J'ai créé un fichier HDF5 apparemment sans aucun problème, sous Ubuntu 12.04 (version 32 bits), en utilisant Anaconda comme Python et écriture dans des cahiers ipython. Les données sous-jacentes sont toutes des tableaux numpy. Par exemple,
import numpy as np
import h5py
f = h5py.File('myfile.hdf5','w')
group = f.create_group('a_group')
group.create_dataset(name='matrix', data=np.zeros((10, 10)), chunks=True, compression='gzip')
Si j'essaie d'ouvrir ce fichier à partir d'un nouveau bloc-notes iypthon, je reçois un message d'erreur:
f = h5py.File('myfile.hdf5', "r")
---------------------------------------------------------------------------
IOError Traceback (most recent call last)
<ipython-input-4-b64ac5089cd4> in <module>()
----> 1 f = h5py.File(file_name, "r")
/home/sarah/anaconda/lib/python2.7/site-packages/h5py/_hl/files.pyc in __init__(self, name, mode, driver, libver, userblock_size, **kwds)
220
221 fapl = make_fapl(driver, libver, **kwds)
--> 222 fid = make_fid(name, mode, userblock_size, fapl)
223
224 Group.__init__(self, fid)
/home/sarah/anaconda/lib/python2.7/site-packages/h5py/_hl/files.pyc in make_fid(name, mode, userblock_size, fapl, fcpl)
77
78 if mode == 'r':
---> 79 fid = h5f.open(name, h5f.ACC_RDONLY, fapl=fapl)
80 Elif mode == 'r+':
81 fid = h5f.open(name, h5f.ACC_RDWR, fapl=fapl)
/home/sarah/anaconda/lib/python2.7/site-packages/h5py/h5f.so in h5py.h5f.open (h5py/h5f.c:1741)()
IOError: Unable to open file (Unable to find a valid file signature)
Pouvez-vous me dire ce qu'est cette signature de fichier manquante? Ai-je raté quelque chose lorsque j'ai créé le fichier?
Depuis que nous avons résolu le problème dans les commentaires sur ma question, j'écris les résultats ici pour le marquer comme résolu.

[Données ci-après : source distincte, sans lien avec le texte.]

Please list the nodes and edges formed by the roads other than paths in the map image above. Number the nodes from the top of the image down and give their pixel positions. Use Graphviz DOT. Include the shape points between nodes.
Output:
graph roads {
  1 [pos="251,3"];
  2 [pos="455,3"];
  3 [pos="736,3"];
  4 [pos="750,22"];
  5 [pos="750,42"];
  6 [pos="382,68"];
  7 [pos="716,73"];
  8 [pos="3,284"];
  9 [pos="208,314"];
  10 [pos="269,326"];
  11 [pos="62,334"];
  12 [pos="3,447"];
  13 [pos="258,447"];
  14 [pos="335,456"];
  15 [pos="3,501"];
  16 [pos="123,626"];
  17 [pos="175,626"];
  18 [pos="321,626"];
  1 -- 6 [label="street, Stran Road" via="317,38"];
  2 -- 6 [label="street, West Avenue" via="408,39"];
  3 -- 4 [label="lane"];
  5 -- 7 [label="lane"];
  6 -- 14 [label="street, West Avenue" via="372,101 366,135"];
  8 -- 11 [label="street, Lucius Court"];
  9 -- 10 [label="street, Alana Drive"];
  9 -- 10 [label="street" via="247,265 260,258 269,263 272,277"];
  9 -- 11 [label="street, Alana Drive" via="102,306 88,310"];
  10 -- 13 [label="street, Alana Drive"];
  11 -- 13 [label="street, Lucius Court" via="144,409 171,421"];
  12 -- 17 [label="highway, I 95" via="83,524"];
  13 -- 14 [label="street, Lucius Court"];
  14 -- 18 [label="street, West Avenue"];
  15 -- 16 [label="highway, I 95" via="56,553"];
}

Le problème principal était que j'avais oublié de fermer le fichier après l'avoir créé. Il y aurait eu deux options simples, soit:
import numpy as np
import h5py
f = h5py.File('myfile.hdf5','w')
group = f.create_group('a_group')
group.create_dataset(name='matrix', data=np.zeros((10, 10)), chunks=True, compression='gzip')
f.close()
ou, mon préféré car le fichier se ferme automatiquement:
import numpy as np
import h5py
with h5py.File('myfile.hdf5','w') as f:
group = f.create_group('a_group')
group.create_dataset(name='matrix', data=np.zeros((10, 10)), chunks=True, compression='gzip')
Je travaillais avec https://github.com/matterport/Mask_RCNN et j'ai produit la même erreur:
Traceback (most recent call last):
File "detection.py", line 42, in <module>
model.load_weights(model_path, by_name=True)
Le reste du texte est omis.